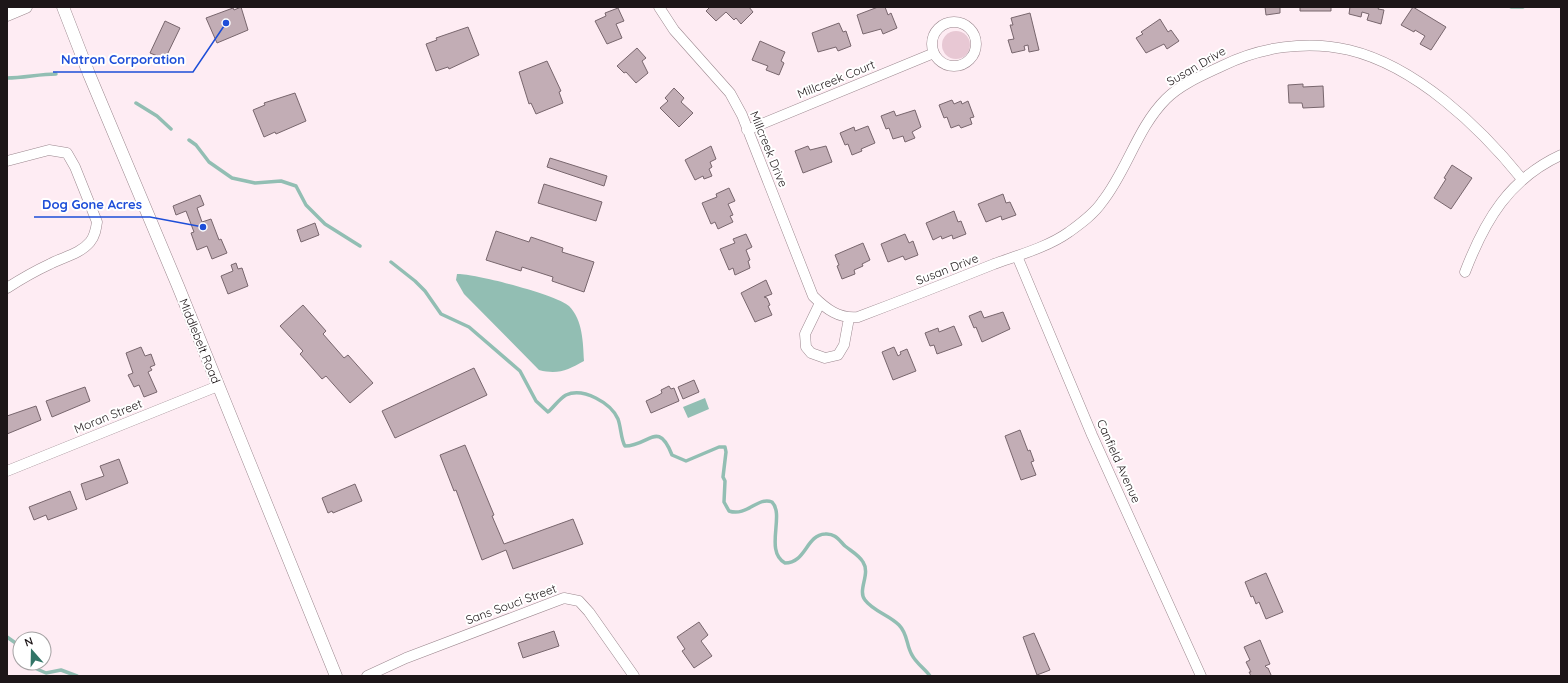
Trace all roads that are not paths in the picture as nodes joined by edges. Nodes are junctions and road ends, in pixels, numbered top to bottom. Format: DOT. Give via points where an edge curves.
==
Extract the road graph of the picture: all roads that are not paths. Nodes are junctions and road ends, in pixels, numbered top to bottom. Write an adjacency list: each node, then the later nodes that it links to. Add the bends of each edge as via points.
--
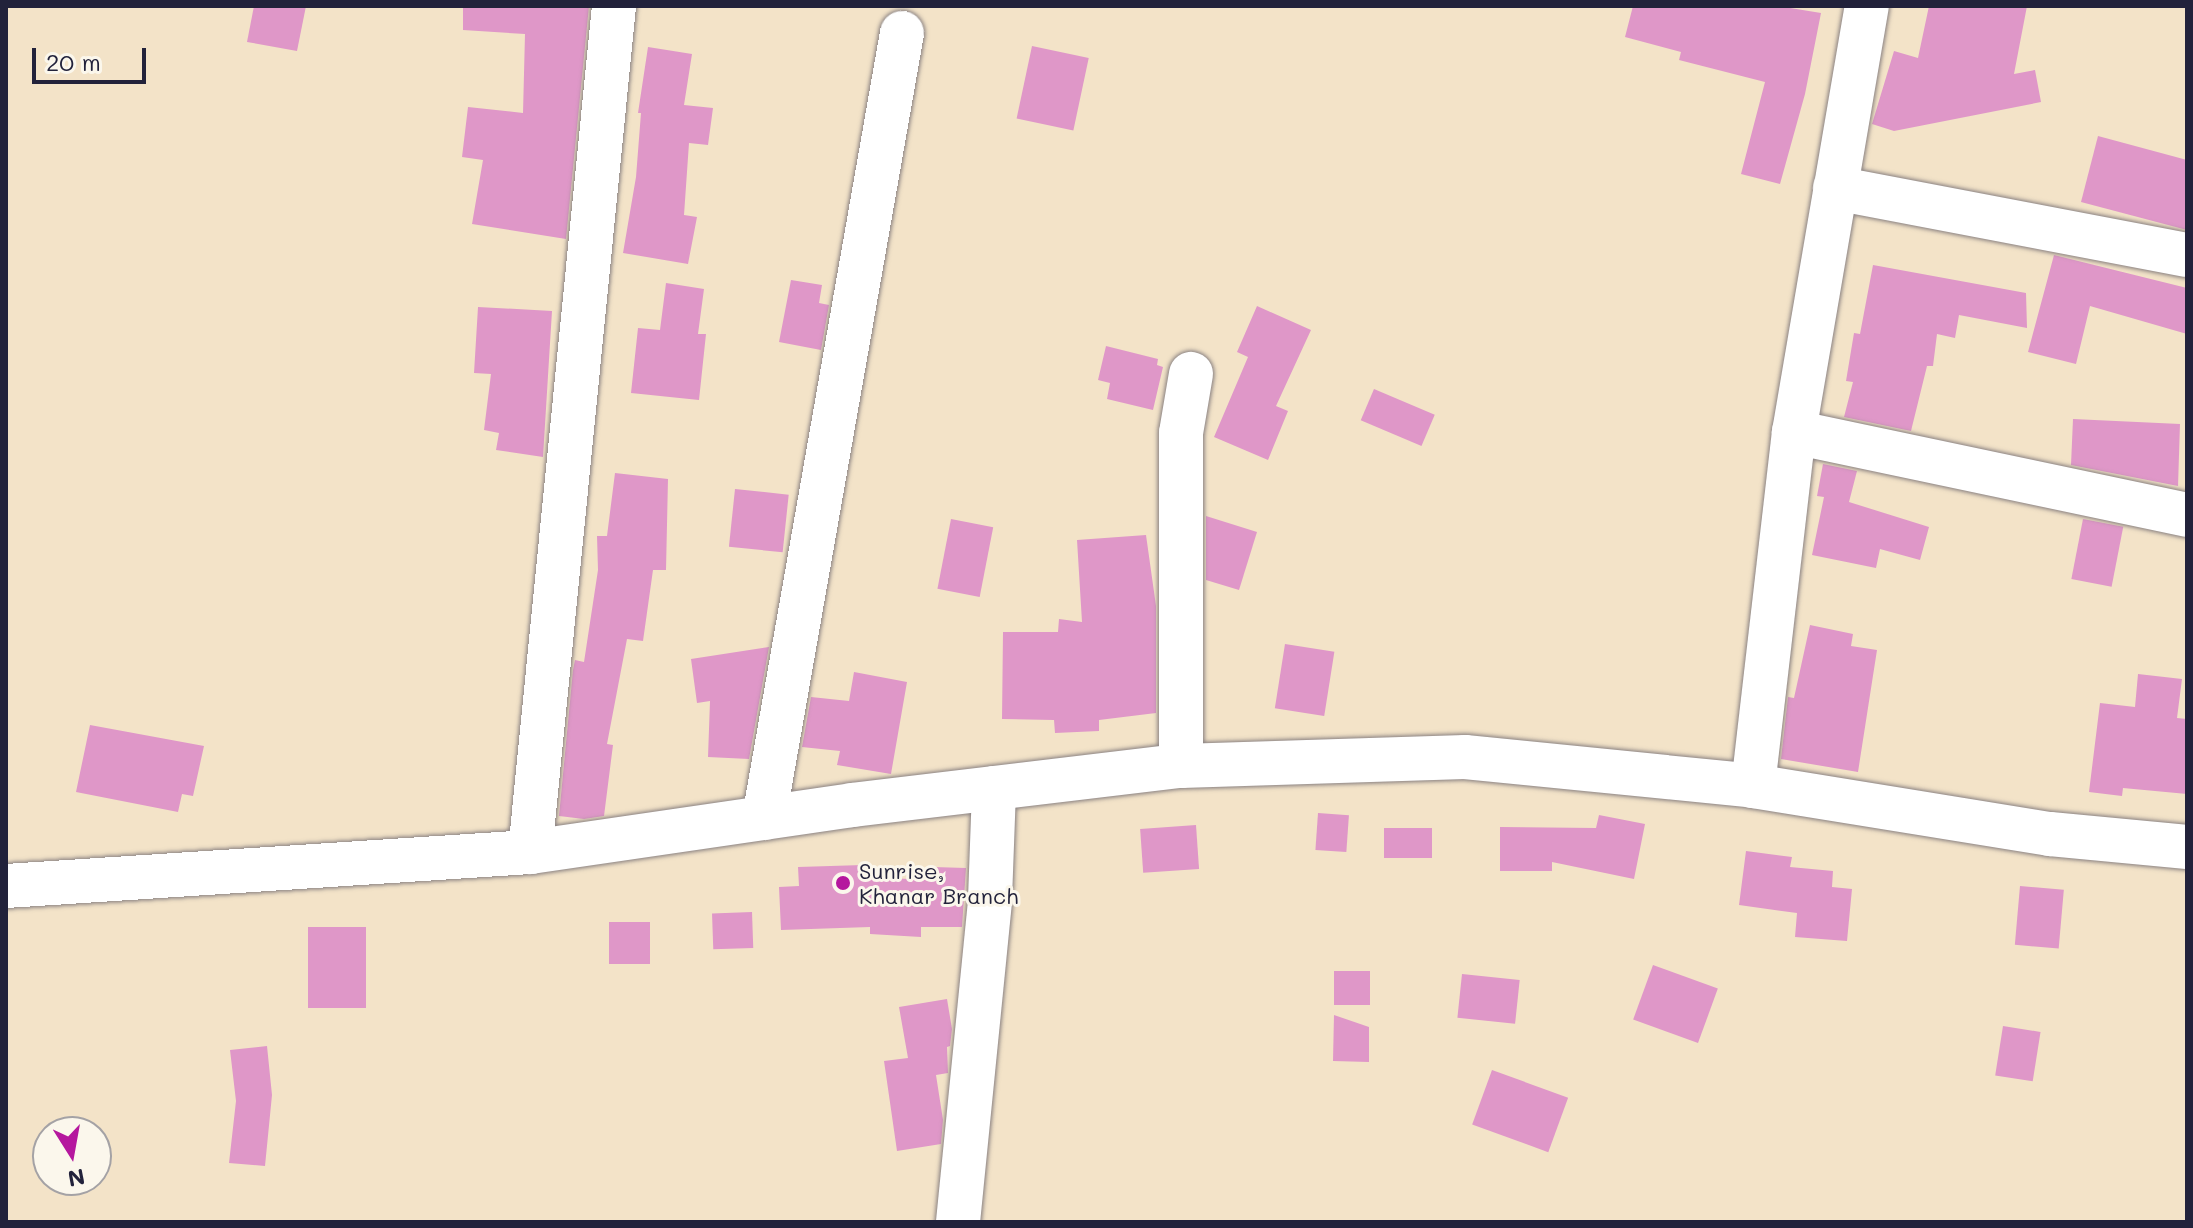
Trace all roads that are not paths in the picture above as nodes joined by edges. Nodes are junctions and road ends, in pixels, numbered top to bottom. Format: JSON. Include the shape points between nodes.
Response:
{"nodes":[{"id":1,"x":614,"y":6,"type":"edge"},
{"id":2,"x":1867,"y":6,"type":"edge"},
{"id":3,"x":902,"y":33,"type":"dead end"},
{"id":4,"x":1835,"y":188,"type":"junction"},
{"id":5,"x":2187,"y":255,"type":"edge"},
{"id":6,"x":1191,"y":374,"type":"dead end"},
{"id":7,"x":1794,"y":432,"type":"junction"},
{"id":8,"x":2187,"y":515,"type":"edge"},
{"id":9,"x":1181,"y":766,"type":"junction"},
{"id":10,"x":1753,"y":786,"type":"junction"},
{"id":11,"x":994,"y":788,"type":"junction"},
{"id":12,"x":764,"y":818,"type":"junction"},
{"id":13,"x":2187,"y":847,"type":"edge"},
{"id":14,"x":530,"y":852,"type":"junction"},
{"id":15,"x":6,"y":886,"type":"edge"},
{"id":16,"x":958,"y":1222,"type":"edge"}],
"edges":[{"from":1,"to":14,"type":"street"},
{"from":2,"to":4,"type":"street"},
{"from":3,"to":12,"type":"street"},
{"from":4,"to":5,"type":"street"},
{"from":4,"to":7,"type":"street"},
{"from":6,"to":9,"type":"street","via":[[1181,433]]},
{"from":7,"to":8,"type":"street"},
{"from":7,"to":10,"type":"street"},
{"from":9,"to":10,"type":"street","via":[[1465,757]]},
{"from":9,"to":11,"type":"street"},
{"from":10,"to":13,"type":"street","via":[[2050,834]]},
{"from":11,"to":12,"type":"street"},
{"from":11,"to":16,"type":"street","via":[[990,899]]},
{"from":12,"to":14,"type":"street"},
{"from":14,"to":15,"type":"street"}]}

> _Work to complete_: In how many lines of the data does the word "that" appear? Respond with the number and nothing more.

> _Problem solution_: 3